血小板數(shù)量減少或功能異常會引起患者出血,臨床上為止血或預(yù)防出血常需要對患者輸注血小板?;颊咴诙啻屋斞罂赡軙a(chǎn)生血小板抗體,導(dǎo)致血小板輸注無效(PTR)(platelet transfusion refractoriness).PTR的判斷標(biāo)準(zhǔn)為20~24小時(shí)CCI<4.5.[1]1[2]臨床上需輸注血小板的患者多為血液病患者或造血干細(xì)胞移植者,此類患者多次輸注血小板后產(chǎn)生血小板抗體的幾率高,一旦發(fā)現(xiàn)血小板抗體陽性,需輸注血小板時(shí)需要選擇配型血小板。
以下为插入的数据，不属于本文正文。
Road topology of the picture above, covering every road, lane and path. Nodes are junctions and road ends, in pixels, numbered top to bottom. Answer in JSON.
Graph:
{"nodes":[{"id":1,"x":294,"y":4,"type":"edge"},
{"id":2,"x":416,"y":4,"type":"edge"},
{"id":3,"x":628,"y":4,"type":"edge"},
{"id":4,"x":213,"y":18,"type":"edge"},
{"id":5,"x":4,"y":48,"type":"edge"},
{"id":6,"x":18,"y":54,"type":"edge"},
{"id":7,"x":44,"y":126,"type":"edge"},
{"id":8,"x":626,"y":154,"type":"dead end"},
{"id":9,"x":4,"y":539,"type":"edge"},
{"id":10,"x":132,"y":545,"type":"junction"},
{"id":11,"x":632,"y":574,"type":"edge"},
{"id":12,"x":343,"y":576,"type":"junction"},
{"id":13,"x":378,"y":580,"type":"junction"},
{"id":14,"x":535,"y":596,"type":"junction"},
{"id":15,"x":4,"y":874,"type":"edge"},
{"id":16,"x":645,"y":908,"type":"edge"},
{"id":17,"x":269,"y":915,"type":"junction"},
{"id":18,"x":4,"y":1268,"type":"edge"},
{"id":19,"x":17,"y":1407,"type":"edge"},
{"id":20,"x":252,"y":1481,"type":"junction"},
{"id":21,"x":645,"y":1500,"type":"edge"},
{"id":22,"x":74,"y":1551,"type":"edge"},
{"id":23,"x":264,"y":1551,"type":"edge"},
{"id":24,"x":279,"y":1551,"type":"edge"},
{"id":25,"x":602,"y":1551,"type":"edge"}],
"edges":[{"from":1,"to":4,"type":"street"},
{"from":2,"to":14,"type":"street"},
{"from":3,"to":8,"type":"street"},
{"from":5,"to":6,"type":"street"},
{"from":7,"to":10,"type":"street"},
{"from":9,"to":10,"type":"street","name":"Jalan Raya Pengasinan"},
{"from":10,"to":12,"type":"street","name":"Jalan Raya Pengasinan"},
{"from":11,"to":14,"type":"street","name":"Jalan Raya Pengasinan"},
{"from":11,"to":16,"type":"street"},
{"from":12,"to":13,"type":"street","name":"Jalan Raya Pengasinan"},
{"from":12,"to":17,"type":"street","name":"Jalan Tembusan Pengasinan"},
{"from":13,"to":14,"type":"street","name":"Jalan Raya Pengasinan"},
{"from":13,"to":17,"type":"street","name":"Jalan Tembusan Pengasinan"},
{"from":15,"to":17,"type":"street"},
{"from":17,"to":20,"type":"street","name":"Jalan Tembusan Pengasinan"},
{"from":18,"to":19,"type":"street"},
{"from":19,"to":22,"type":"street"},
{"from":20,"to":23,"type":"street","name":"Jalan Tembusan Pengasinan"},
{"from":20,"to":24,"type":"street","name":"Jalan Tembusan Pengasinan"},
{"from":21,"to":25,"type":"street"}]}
2 即將患者血液與獻(xiàn)血者血小板做血小板交叉配血試驗(yàn),選擇配合的血小板輸注。但臨床實(shí)際工作中需要輸配型血小板的患者病情較危重,出血風(fēng)險(xiǎn)大,配型血小板等待時(shí)間過長,為搶救患者生命,臨床上有時(shí)需選擇交叉配血陽性或弱陽性的血小板輸注,患者在輸注此類血小板后效果如何及是否發(fā)生輸血不良反應(yīng),較少見到報(bào)道,因此我們對我院2016-2018年輸注交叉配型陽性的血小板患者的輸注效果做了調(diào)查及回顧性分析,明確緊急情況下輸注交叉配型陽性血小板是否能達(dá)到輸血療效?,F(xiàn)將結(jié)果報(bào)道如下。

1.資料與方法:

1.1 一般資料

2016 年-2018年重慶醫(yī)科大學(xué)附屬兒童醫(yī)院輸注交叉配型陽性血小板的兒童患者11例,患者的血小板抗體均為陽性,每個(gè)患者每次輸注單采血小板1個(gè)治療量。內(nèi)含血小板約2.5×1011/L。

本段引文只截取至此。